Conversely, if Bill Gates came out and said that Windows makes better spaghetti than Linux, you can bet that within a week, every pro-Windows user with a blog would have the best recipes for spaghetti carbonara on their site.
As I said, this single-source of FUD against Linux gives the Linux community a distinct advantage. Unlike the Windows community, which has to fend against Linux from all sides (server, desktop, embedded, high-end) from different organizations (companies, projects, foundations), all we have to do is consistently point out the facts of what goes wrong in Redmond. Once.
For example, say the pro-Windows community said that the whole notion of Linux being free was an illusion. Because, guess what? They do, constantly. They look at products like Red Hat or SUSE Linux Enterprise Server and say "See? Not free! Nanny-nanny-boo-boo!"
But they would not be right.
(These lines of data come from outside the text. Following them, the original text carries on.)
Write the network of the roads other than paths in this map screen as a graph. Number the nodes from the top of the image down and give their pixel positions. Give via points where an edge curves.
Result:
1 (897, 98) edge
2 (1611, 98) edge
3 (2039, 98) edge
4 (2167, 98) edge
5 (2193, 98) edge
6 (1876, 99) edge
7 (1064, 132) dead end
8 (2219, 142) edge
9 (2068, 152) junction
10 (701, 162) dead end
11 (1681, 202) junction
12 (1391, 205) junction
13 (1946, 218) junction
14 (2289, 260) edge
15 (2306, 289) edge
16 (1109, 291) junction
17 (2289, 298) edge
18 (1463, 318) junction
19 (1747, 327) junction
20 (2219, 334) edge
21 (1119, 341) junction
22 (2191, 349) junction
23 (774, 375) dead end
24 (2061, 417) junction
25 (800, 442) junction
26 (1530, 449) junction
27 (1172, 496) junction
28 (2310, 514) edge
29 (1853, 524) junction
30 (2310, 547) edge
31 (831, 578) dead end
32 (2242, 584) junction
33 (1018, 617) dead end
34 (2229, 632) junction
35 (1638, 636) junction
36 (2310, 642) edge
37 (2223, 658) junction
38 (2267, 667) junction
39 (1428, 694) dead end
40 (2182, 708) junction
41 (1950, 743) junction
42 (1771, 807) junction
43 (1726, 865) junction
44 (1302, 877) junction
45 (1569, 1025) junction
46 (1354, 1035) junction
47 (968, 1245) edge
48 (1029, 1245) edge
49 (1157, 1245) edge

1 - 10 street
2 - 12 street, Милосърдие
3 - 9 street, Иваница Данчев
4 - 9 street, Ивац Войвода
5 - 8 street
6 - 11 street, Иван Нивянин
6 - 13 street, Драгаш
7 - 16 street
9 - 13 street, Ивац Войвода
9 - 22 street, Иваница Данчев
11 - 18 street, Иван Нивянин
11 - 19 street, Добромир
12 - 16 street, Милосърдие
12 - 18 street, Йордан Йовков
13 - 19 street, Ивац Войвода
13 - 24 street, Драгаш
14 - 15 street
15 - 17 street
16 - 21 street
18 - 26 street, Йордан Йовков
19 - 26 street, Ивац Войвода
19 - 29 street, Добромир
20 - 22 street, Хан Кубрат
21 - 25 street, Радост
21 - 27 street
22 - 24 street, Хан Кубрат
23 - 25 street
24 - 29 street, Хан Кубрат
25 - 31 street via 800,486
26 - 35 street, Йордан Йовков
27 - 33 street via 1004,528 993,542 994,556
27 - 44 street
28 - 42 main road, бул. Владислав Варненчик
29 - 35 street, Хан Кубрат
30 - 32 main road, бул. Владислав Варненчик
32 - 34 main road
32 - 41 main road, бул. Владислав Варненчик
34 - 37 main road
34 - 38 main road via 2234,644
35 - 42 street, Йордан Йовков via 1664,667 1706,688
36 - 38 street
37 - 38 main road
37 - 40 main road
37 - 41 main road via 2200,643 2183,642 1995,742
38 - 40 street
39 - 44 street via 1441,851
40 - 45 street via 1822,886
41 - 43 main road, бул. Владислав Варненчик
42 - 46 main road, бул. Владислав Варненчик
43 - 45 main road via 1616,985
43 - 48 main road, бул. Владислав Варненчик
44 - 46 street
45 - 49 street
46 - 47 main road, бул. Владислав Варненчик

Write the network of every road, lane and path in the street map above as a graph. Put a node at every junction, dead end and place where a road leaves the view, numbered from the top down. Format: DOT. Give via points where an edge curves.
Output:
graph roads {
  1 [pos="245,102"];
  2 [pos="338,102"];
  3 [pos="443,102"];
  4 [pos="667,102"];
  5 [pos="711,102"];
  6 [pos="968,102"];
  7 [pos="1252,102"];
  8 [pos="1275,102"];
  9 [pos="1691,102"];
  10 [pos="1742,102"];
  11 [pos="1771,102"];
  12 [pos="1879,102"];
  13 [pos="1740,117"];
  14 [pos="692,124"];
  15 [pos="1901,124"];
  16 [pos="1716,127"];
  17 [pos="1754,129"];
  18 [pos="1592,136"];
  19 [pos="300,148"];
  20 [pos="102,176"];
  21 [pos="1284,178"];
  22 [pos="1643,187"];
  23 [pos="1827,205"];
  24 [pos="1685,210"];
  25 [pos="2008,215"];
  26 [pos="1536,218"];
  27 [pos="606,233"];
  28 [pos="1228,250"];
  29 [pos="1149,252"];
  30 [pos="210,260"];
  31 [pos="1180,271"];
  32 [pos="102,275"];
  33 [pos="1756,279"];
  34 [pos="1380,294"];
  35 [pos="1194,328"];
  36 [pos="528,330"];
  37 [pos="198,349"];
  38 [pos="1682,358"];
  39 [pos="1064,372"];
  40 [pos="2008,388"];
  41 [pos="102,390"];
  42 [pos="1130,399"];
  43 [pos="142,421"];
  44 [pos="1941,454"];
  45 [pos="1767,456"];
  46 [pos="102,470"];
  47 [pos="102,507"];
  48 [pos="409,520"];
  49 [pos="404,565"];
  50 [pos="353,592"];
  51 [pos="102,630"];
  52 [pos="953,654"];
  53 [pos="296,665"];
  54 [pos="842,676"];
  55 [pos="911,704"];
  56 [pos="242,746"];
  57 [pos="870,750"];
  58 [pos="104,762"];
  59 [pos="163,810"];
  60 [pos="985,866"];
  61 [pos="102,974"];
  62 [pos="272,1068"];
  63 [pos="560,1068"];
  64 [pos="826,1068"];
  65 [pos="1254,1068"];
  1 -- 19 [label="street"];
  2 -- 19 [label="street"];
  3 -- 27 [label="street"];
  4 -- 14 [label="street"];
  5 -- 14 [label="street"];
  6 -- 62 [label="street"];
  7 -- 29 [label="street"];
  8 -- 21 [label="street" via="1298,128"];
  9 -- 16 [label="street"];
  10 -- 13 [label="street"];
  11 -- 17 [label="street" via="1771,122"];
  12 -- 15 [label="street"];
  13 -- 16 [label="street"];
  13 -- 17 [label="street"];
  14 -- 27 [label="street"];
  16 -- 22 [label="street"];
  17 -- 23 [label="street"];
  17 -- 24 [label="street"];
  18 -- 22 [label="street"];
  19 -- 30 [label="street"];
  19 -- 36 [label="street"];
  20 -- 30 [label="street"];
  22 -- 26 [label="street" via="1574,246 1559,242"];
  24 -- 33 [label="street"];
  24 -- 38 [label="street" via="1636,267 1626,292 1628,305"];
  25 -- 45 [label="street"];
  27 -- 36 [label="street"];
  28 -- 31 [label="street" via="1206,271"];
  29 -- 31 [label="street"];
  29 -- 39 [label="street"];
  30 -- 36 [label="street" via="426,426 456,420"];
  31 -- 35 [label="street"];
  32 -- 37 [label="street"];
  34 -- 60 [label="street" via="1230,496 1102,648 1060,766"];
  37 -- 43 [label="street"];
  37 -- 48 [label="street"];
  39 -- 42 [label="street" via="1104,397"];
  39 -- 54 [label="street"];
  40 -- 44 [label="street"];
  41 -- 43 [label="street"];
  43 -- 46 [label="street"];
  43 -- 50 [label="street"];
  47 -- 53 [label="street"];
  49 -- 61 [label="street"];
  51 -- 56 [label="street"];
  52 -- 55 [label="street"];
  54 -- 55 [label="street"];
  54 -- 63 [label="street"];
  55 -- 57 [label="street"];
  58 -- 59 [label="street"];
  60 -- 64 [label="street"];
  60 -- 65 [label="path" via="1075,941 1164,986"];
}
Remember, they are saying that Linux is not free. Which Linux? All of it? That doesn't make sense, because I certainly don't remember sending anyone a check for my Kubuntu software. Or the OpenOffice.org software I'm typing this in. You know what? I didn't send anyone a check for the Fedora Core I was running before Kubuntu, either. So, some of Linux is free, isn't it? Big, sweeping statements simply do not apply.
(Actually, really all of Linux is free; Red Hat and Novell are just charging for services and upkeep, but I did not want to confuse the Windows folks even more than they are.)
Now, let's turn that around, shall we? We can say, pretty accurately, that Windows has a huge number of security problems. Does that affect all of Windows? It certainly does.
You can argue that Windows XP code is different from Windows CE and Window 2003. You can stipulate that they have totally different developer teams. Those would be good arguments. Except, at the end of it all, you are still left with the burning notion that this insecure code was all produced by one company. One. Responsible for it all.
And sooner or later, the message will get across: if this one company is so sloppy in some areas, what prevents it from being sloppy in others?
C'mon, do I really have to spell out the answer?
Everyday more people are learning that even if there are problems in certain parts of the Linux operating system, it is not as reflected upon the whole as problems within Microsoft reflect on Windows.
Linux is the greater sum of many parts. Windows is just the product of one company, eventually inheriting all of the faults of that company.
It's the curse of the monolithic culture, one that Linux will never fall prey to.